The Beechworth ‘Dodge’ ambulance outside the ‘Victorian Civil Ambulance Service‘ headquarters on Lonsdale Street in Melbourne in 1935 (photo: Michael Taylor)

1979

Warner’s Hardware Store’ (orange verandah at left) on Camp Street in the 1970s

After 24 years running Warner’s Hardware Store at 24 Camp Street (in the 1870 building that began as The Post Office Hotel), 58-year-old Ernie Warner retires following the sudden death of his wife Eileen and sells the business to John and Margaret Brunken. Under the Brunken’s ownership, the large store will continue to trade, initially as ‘Beechworth Hardware’, before reverting to its original name – ‘Ovens Hardware’ – in 1983. It will finally close in early 1991 and the Beechworth Emporium will then establish itself in the former hotel building in September 1991 and still trades at 24 Camp Street today.

Ernest Wellington Warner’s Hardware Store, two doors down from the Post Office (photo from 1964)
In 1992, Jim McCormack will construct a new hardware store on land at 4-6 Camp Street. The ‘True Value Hardware’ store will be operated by Simon Turnbull. It remains Beechworth’s central hardware, timber and garden centre today.

1979 – Oct 7

After attending (as guests) a meeting of the North Eastern District Croquet Association (NEDCA) earlier in the year, the Beechworth Senior Citizen’s Croquet Club is officially formed, with Marjorie Fagan as President, Molly Dennett as Secretary, Jean Mosbey as Treasurer and 17 foundation members.
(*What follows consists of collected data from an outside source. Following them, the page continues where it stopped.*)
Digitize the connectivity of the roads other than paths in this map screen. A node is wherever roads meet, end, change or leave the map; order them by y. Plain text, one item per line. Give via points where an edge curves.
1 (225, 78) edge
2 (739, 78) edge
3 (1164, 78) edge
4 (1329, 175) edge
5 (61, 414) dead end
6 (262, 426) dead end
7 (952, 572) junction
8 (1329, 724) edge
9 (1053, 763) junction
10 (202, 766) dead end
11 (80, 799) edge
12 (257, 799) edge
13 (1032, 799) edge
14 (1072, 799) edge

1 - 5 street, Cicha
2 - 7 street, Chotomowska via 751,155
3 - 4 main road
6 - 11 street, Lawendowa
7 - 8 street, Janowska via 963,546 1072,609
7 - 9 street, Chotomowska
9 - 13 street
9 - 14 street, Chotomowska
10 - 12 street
Annual Membership Fee is 50c, with a Green Fee of 30c. The new club’s official opening and first social will be held on January 20th 1980 on a newly created green on former railway land (leased to the local Council) two doors down from the Beechworth Senior Citizen’s Club building on Harper Avenue and across the road from the recently opened Beechworth Swimming Pool.

The former railway land is leased to the new club for a period of 45 years for a yearly rental of around $120 for the first 3 years. The Croquet Club will use the rear of the Senior Citizen’s building as their clubhouse. TheBeechworth Senior Citizen’s Club’ also lease the Council-owned 1876-built ‘Gang Player’s House’ (next door at 1b Harper Avenue) for use as a ‘Caretaker’s Cottage’, with Robert Bell employed as Caretaker.